The good news for European citizens is that global organizations are accountable for safeguarding their data. The good news for global citizens is that European organizations are accountable for protecting their data too.

The gap? Non EU custodians of non EU citizens' personal data.

That's a big gap!

We need a Global Data Protection Accord.

Do you really think China and/or Russia would ever get in line with something like that, given that they're responsible for (or at least turning a blind eye to, in the cases where it's not government-sanctioned) almost all of this crap?
given that they're responsible for almost all of this crap

Where'd you get that impression? Almost all data public data breaches concern Western companies and Western hackers. And people have been warnings against the lax security standards and worse coding practices for decades.

Your trying to shift the blame to the russkies is just another example of denialism.

I see millions of hack attempts coming from Russia and China every day even on sites that see a tenth of that traffic, and have to deflect them constantly. Who do you work for?
A potential downside to "entirely results-based" enforcement is that companies now have a negative incentive to monitor for and report data breaches.

Why install an intrusion detection system if it could potentially cost the company millions when it triggers? Better just to not know that data was exfiltrated.
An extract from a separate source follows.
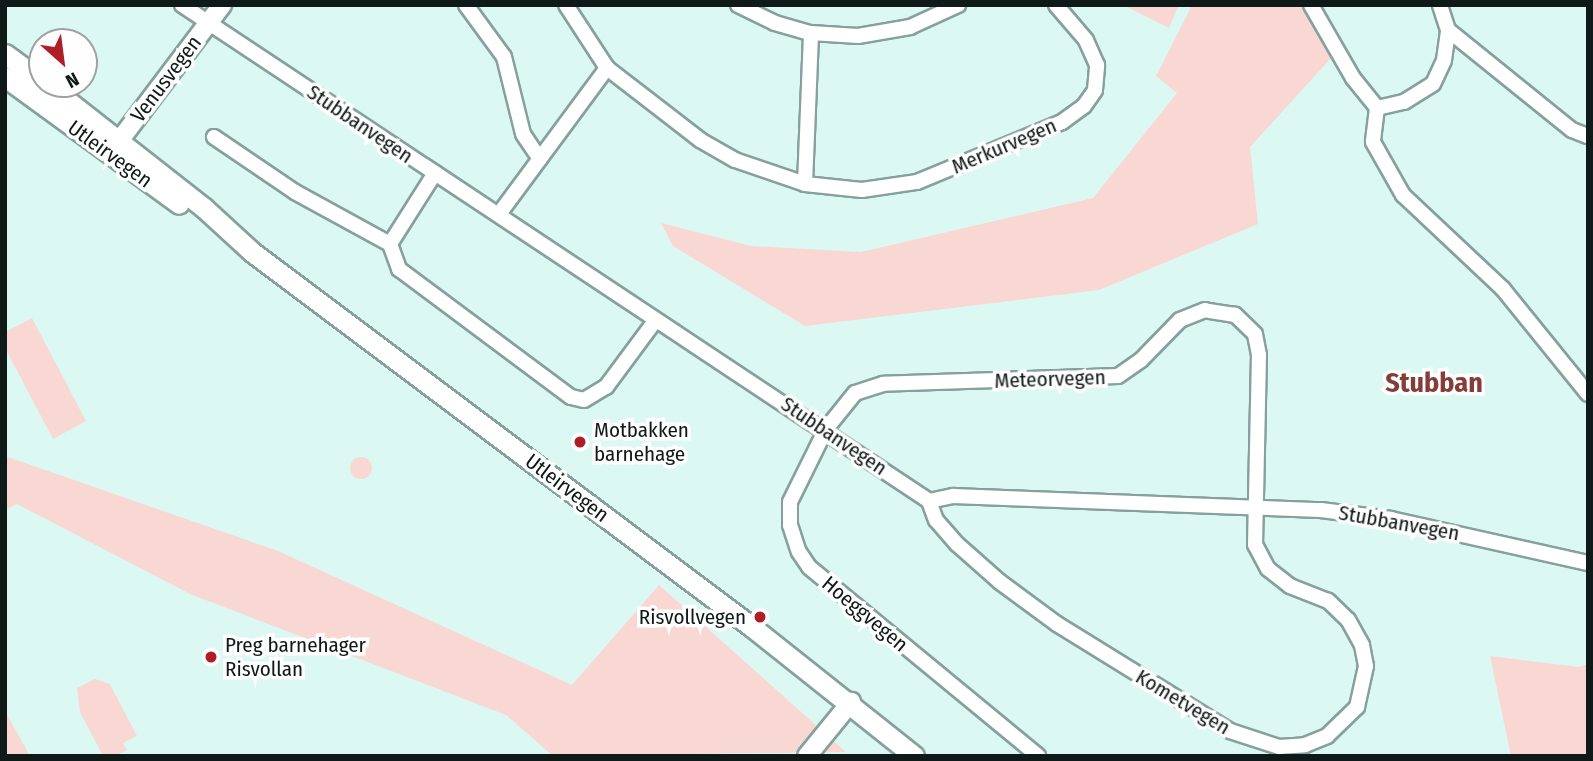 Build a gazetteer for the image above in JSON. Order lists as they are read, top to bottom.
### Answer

You don't even have to cover anything up if you never learn there was a problem to begin with.

Twelve months ago I'd have called that a solved problem - c.f. entities like the EPA, OSHA, or NHTSA that conduct results-based inspections and investigations ("how much crap is actually in the water coming out of your pipes?", "was this injury/crash/accident a result of a violation") and come down on violators like a ton of bricks - but the suicide party is doing an excellent job of sabotaging our civilization's guardrails and sawing away at its fall-arrest lines.
Yes and hiding a leak should also be more severely punished.
In the Netherlands we've had a err, meldplicht / reporting obligation for data leaks for a while now. We also have laws about how user data should be protected, and an agency actively checking whether businesses uphold said laws.

It's not complicated for government rulings; the law just states what information is considered private (and this doesn't change too often), and make it obligatory to protect it. Which it already is I'm sure.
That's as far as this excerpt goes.